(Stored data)
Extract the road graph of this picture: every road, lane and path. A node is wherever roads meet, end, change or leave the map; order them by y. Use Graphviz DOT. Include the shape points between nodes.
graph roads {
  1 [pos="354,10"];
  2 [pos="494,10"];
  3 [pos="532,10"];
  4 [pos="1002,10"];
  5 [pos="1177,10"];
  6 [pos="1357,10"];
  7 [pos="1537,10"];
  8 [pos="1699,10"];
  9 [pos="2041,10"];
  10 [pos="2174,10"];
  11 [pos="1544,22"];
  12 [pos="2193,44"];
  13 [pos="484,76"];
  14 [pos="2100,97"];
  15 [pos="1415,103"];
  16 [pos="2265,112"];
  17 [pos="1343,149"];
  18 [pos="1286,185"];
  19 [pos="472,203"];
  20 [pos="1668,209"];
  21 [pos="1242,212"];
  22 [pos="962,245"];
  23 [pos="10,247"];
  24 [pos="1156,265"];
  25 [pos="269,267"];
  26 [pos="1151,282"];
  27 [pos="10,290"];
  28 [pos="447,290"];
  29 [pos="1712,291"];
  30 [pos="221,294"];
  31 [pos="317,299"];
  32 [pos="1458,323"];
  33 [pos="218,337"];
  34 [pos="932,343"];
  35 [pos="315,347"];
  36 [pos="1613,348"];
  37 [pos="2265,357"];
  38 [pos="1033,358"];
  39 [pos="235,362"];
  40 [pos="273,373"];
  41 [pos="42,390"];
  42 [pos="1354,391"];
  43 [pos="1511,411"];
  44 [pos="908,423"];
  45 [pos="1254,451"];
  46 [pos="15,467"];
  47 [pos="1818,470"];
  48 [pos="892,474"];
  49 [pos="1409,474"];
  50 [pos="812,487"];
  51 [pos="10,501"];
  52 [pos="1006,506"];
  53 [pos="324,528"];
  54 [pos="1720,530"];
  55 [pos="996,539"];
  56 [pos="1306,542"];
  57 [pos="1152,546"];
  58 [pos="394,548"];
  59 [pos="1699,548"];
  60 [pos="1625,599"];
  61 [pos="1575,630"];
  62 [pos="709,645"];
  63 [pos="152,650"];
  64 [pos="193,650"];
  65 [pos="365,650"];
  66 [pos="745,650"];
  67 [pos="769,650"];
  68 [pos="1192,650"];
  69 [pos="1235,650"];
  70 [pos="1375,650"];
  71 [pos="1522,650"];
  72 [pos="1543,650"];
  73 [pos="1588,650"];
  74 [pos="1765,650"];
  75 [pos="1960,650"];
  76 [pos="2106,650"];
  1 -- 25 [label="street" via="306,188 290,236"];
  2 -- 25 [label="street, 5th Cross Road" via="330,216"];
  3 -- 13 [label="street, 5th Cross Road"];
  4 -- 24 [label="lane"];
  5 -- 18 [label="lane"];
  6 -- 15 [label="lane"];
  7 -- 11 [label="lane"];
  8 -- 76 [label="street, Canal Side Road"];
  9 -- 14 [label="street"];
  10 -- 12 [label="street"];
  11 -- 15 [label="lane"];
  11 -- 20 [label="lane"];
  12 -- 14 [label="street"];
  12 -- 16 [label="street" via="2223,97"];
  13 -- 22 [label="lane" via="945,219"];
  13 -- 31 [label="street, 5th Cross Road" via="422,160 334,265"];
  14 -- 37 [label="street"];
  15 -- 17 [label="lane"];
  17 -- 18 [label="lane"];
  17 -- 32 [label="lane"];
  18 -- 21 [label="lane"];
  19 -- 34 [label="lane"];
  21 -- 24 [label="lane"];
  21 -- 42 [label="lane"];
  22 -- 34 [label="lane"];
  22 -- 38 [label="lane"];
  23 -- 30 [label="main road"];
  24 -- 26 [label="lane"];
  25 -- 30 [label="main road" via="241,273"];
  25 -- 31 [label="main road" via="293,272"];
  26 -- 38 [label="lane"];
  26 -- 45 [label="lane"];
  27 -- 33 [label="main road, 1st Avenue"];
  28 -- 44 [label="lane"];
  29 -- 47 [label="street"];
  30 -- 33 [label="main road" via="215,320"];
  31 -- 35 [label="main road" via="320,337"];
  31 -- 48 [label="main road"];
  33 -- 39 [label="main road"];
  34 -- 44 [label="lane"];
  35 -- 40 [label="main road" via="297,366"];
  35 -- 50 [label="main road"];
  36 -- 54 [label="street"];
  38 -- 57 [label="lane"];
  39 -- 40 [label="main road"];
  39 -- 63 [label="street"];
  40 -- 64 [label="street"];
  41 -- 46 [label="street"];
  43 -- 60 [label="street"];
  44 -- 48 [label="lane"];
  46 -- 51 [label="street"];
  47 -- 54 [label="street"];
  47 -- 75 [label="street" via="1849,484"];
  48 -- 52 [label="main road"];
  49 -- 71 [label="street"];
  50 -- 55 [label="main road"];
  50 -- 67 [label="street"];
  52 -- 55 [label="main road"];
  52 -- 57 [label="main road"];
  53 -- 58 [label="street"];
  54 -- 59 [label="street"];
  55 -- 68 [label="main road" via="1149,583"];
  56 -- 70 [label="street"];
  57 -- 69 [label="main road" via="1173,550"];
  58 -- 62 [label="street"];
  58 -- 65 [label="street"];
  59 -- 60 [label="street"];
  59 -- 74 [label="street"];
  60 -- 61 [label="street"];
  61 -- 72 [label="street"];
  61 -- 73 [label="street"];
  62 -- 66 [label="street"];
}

EXERCISE AIM: Return each line from the entries above that includes "graph".

SOLUTION:
Extract the road graph of this picture: every road, lane and path. A node is wherever roads meet, end, change or leave the map; order them by y. Use Graphviz DOT. Include the shape points between nodes.
graph roads {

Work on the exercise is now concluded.